Pyle lived among the U.S. servicemen and was free to interview anyone he wanted. As a noncombatant Pyle could also leave the front when he wanted. He interrupted his reporting in September 1943 and in September 1944 to return home to recuperate from the stresses of combat and care for his wife when she was ill.
Reinforcing his status as the dogface G.I.'s best friend, Pyle wrote a column from Italy in 1944 proposing that soldiers in combat should get "fight pay," just as airmen received "flight pay". In May 1944 the U.S. Congress passed a law that became known as the Ernie Pyle bill. It authorized 50 percent extra pay for combat service. Pyle's most famous column, "The Death of Captain Waskow," written in Italy in December 1943, was published on January 10, 1944, when Allied forces were fighting at the Anzio beachhead in Italy. The notable story also marked the peak of Pyle's writing career.
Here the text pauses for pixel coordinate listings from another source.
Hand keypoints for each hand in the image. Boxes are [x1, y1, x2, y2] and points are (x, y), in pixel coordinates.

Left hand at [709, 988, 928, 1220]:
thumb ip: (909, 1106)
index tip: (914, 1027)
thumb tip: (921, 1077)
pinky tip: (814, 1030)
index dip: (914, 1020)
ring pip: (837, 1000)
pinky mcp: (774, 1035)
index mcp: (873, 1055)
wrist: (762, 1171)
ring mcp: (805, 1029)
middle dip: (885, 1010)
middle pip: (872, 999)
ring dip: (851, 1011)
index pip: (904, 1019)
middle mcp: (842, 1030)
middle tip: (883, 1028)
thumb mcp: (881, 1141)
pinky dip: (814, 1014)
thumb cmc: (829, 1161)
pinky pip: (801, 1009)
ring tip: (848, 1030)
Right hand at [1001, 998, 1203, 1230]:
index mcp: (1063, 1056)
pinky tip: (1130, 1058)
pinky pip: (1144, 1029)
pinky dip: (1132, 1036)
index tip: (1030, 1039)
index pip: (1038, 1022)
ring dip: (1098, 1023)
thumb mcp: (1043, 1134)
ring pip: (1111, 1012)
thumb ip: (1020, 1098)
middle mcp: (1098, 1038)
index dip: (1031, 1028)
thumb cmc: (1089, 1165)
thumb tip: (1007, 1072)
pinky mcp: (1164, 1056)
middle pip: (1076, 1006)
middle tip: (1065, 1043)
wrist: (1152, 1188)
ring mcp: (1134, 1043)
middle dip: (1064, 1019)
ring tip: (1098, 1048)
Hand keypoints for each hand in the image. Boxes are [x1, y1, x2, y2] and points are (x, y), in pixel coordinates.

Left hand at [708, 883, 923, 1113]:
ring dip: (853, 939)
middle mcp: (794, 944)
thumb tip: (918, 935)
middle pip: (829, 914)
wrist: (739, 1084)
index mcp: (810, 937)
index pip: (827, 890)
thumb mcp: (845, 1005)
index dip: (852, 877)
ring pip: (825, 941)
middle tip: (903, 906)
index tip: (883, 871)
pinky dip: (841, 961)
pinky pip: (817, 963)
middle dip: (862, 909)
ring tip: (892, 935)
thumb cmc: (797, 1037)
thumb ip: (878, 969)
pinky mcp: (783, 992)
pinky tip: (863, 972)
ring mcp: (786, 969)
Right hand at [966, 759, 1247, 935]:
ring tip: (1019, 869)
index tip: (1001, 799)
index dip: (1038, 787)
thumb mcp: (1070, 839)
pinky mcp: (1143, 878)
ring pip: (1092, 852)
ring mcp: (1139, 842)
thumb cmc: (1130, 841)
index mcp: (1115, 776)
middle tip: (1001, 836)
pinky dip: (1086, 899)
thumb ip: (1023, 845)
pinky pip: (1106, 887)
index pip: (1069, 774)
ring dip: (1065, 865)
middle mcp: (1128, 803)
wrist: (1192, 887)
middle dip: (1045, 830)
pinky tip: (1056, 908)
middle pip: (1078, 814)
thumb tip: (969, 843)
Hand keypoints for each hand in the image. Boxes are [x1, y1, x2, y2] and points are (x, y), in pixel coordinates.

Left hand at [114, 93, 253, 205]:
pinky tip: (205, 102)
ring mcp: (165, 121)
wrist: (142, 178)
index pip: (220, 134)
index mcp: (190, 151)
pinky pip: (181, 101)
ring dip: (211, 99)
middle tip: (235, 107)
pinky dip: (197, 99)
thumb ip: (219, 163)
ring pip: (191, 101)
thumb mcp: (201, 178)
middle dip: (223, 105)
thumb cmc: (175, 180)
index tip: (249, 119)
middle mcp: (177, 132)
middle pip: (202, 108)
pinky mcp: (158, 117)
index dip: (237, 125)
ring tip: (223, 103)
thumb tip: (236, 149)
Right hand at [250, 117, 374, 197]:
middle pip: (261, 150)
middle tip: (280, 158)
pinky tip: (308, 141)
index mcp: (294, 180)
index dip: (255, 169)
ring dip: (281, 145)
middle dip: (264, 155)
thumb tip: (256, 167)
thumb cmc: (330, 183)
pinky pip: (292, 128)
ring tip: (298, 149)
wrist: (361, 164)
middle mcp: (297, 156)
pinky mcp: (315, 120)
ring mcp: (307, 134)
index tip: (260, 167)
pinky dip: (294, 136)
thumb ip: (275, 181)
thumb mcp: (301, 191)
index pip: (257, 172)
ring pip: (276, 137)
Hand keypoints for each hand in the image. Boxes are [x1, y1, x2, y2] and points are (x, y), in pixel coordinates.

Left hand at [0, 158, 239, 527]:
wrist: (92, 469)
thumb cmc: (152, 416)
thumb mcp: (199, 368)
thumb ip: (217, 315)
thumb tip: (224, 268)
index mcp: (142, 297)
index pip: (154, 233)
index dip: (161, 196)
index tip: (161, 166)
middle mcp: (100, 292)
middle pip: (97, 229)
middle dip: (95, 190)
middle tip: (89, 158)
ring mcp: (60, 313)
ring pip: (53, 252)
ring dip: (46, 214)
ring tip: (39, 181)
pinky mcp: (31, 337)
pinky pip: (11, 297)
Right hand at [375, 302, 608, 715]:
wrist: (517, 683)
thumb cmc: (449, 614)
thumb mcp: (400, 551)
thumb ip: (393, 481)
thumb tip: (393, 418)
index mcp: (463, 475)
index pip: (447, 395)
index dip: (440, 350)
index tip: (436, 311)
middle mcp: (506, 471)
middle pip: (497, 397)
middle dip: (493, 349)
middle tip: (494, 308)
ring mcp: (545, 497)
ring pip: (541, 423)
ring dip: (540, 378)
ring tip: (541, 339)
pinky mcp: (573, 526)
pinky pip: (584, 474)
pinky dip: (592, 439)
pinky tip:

After the North African and Italian campaigns, Pyle left Italy in April 1944, relocating to England to cover preparations for the Allied landing at Normandy. Pyle was among the twenty-eight war correspondents chosen to accompany U.S. troops during the initial invasion in June 1944. He landed with American troops at Omaha Beach aboard a LST. On D-Day Pyle wrote:
The best way I can describe this vast armada and the frantic urgency of the traffic is to suggest that you visualize New York city on its busiest day of the year and then just enlarge that scene until it takes in all the ocean the human eye can reach clear around the horizon and over the horizon. There are dozens of times that many.
In July 1944, Pyle was nearly caught in the accidental bombing by the U.S. Army Air Forces at the onset of Operation Cobra near Saint-Lô in Normandy. A month after witnessing the liberation of Paris in August 1944, Pyle publicly apologized to his readers in a column on September 5, 1944, stating that "my spirit is wobbly and my mind is confused" and he said that if he "heard one more shot or saw one more dead man, I would go off my nut". He later said he had "lost track of the point of the war" and that another two weeks of coverage would have seen him hospitalized with "war neurosis". An exhausted Pyle wrote that he hoped that a rest at his home in New Mexico would restore his vigor to go "warhorsing around the Pacific".